In instances where a party relies on the work of a representative to establish that another party is carrying on business in a jurisdiction, Wagner C.J. suggested that the following factors be considered:
- whether or not the fixed place of business from which the representative operates was originally acquired for the purpose of enabling them to act on behalf of the foreign corporation;
- whether the foreign corporation has directly reimbursed the representative for the cost of their accommodation at the fixed place of business and the cost of their staff;
- what other contributions, if any, the foreign corporation makes to the financing of the business carried on by the representative;
- whether the representative is remunerated by reference to transactions (e.g., by commission), by fixed regular payments or in some other way;
- what degree of control the foreign corporation exercises over the running of the business conducted by the representative;
- whether the representative reserves part of their accommodation and part of their staff for conducting business related to the foreign corporation;
- whether the representative displays the foreign corporation's name at their premises or on their stationery, and if so, whether the representative does so in a way as to indicate that they are a representative of the foreign corporation;
- what business, if any, the representative transacts as principal exclusively on their own behalf;
- whether the representative makes contracts with customers or other third parties in the name of the foreign corporation or otherwise in such manner as to bind it; and
- if the representative does make such contracts in the foreign corporation's name, whether the representative requires specific authority in advance before binding the foreign corporation to contractual obligations
In considering the foregoing factors, Wagner C.J. found no error of law in the Ontario Superior Court's interpretation of subsection 3(b) of the REJA, nor any palpable and overriding error in its assessment of whether Antigua was carrying on business in B.C..
"Original judgment" under the REJA
The majority of the Supreme Court held that subsection 3(g) did not need to be considered because the requirements for registering a judgment under subsection 3(b) had not been satisfied. Accordingly, the question of the correct interpretation of "original judgment," and whether a derivative judgment could fall under this definition, are left for another day.
Justice Suzanne Côté concurred with the majority opinion on the subsection 3(b) REJA analysis and with dismissing the appeal. However, Justice Côté believed that "original judgment" in the REJA can include "derivative judgments" such as the B.C. default judgment. According to Justice Côté, the REJA contains a broad enough definition of "judgment" that captures derivative judgments.
- Courts will consider the jurisprudence on jurisdiction simpliciter when interpreting "carrying on business" under the REJA.

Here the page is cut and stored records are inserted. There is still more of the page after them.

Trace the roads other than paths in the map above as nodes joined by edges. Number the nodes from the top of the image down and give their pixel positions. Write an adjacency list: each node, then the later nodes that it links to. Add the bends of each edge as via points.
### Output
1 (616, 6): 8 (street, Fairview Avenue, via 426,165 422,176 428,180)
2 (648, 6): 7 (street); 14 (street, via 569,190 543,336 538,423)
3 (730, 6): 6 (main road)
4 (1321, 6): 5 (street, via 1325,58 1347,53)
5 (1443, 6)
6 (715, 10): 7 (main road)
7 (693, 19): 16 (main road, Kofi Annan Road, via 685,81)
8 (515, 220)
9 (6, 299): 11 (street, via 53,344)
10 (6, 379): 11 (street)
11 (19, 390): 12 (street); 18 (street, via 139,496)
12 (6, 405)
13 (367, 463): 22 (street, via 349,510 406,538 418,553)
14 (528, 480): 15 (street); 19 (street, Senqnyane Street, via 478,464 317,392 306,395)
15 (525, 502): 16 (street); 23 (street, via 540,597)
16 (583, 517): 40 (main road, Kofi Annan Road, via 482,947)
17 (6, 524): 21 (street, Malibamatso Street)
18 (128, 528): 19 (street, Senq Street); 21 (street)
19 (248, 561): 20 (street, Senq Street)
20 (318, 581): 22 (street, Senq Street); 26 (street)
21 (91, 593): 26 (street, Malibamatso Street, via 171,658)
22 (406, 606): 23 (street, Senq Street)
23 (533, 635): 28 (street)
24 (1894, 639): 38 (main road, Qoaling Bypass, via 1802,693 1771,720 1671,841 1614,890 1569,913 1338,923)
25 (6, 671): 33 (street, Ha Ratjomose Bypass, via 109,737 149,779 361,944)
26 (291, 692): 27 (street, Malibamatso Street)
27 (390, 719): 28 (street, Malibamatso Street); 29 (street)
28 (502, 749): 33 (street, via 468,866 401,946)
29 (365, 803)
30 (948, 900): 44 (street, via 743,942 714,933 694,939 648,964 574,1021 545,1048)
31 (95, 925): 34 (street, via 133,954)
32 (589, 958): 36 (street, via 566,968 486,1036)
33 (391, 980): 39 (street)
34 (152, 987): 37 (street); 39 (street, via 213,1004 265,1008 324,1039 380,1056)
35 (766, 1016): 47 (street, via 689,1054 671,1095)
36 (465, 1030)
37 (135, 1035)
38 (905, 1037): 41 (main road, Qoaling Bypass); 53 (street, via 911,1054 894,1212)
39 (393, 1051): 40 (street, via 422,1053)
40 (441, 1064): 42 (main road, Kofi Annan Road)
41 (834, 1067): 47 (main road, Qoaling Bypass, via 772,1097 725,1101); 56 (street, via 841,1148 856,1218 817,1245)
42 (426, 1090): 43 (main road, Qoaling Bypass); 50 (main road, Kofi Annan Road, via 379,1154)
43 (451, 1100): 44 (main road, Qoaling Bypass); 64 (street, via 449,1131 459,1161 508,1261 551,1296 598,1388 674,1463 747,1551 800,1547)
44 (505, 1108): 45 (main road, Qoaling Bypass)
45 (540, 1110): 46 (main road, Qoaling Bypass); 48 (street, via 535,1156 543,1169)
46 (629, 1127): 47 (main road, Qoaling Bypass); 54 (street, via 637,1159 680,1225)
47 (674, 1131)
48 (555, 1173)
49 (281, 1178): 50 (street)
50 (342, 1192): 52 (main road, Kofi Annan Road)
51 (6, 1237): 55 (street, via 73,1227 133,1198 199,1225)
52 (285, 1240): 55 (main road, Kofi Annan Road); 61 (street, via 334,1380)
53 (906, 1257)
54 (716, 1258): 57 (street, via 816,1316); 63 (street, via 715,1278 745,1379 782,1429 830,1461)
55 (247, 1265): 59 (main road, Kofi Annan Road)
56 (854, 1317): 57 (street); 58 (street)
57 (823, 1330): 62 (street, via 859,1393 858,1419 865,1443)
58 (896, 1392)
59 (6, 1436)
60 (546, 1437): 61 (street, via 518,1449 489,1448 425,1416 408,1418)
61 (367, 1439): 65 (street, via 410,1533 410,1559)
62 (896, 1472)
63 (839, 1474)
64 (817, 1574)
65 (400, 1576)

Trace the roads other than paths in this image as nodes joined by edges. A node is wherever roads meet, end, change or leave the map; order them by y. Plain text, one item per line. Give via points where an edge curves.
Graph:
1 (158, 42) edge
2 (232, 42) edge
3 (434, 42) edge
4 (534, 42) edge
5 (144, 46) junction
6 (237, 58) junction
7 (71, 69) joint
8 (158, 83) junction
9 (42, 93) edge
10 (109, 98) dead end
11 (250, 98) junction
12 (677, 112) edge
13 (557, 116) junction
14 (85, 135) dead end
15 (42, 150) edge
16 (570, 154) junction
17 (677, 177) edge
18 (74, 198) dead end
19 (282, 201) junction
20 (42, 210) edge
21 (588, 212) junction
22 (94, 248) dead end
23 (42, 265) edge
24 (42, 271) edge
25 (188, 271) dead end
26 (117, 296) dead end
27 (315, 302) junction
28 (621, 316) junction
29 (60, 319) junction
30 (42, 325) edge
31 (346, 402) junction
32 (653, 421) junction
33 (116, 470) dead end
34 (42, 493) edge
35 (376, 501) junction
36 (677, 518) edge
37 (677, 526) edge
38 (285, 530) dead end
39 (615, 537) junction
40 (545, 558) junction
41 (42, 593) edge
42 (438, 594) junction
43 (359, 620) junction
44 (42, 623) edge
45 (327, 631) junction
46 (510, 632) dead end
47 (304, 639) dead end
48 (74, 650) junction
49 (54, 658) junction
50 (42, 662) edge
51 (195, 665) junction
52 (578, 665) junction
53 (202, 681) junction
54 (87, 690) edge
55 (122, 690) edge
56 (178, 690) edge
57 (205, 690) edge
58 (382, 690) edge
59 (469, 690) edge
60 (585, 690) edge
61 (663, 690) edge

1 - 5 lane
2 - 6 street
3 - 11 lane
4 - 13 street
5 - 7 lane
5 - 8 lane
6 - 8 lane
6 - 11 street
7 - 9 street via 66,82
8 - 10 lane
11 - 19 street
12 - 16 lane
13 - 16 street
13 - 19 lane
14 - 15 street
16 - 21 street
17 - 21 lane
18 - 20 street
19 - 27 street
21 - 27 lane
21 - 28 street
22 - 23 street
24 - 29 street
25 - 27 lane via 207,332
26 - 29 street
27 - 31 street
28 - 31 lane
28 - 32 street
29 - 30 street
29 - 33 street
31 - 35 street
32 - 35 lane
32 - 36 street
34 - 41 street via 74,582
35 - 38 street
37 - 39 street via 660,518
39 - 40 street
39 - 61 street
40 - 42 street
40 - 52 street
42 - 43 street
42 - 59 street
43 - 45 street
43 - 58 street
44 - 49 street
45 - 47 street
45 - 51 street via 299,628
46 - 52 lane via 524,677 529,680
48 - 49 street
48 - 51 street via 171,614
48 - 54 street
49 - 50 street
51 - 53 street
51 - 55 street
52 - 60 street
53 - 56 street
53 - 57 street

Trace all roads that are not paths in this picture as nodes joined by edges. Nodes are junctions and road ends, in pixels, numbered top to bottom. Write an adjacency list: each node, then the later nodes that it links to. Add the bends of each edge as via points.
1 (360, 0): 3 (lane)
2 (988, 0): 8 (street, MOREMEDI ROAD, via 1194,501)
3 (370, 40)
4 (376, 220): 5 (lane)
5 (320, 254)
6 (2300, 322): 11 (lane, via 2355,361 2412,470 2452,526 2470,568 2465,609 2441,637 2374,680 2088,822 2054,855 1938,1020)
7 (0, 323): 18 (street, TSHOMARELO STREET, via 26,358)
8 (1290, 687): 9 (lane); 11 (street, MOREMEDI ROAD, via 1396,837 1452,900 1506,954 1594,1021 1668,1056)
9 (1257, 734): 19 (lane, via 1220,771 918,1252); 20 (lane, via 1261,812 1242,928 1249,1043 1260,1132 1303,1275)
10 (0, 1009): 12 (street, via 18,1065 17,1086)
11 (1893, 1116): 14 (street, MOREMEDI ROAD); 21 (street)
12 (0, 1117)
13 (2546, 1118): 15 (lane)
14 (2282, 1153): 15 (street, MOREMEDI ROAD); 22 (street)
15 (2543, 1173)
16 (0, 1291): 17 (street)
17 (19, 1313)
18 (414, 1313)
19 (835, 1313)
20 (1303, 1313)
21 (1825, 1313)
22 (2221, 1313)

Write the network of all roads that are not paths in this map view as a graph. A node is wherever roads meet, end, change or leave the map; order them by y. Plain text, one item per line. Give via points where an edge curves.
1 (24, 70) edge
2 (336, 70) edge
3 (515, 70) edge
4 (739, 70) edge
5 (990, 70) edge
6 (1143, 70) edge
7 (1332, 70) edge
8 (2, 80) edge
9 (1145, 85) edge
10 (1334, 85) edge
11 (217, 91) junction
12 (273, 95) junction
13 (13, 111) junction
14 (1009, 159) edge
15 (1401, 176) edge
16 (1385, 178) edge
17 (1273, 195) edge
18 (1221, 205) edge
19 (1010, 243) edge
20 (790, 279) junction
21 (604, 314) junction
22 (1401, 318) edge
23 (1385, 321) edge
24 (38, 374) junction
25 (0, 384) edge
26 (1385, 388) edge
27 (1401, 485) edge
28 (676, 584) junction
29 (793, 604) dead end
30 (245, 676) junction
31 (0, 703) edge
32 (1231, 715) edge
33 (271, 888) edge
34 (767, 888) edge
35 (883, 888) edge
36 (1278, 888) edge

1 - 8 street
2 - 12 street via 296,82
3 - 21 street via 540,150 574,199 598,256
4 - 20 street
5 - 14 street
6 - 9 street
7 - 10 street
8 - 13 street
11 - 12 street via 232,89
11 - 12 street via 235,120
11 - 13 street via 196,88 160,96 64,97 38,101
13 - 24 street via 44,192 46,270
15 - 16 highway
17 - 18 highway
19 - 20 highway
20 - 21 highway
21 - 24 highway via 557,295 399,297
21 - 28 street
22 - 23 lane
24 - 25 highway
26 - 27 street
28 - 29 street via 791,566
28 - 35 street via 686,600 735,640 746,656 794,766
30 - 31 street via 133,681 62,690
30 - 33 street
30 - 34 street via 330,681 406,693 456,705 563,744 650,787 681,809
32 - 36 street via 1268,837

- Whether a party carried on business in a jurisdiction is a question of fact that must be assessed contextually. The Supreme Court has made it clear that parties seeking to successfully enforce a foreign judgment under the REJA must be prepared to meet the common law's standard for "carrying on business", which entails some direct or indirect presence in the jurisdiction, accompanied by a degree of business activity that is sustained for a period of time.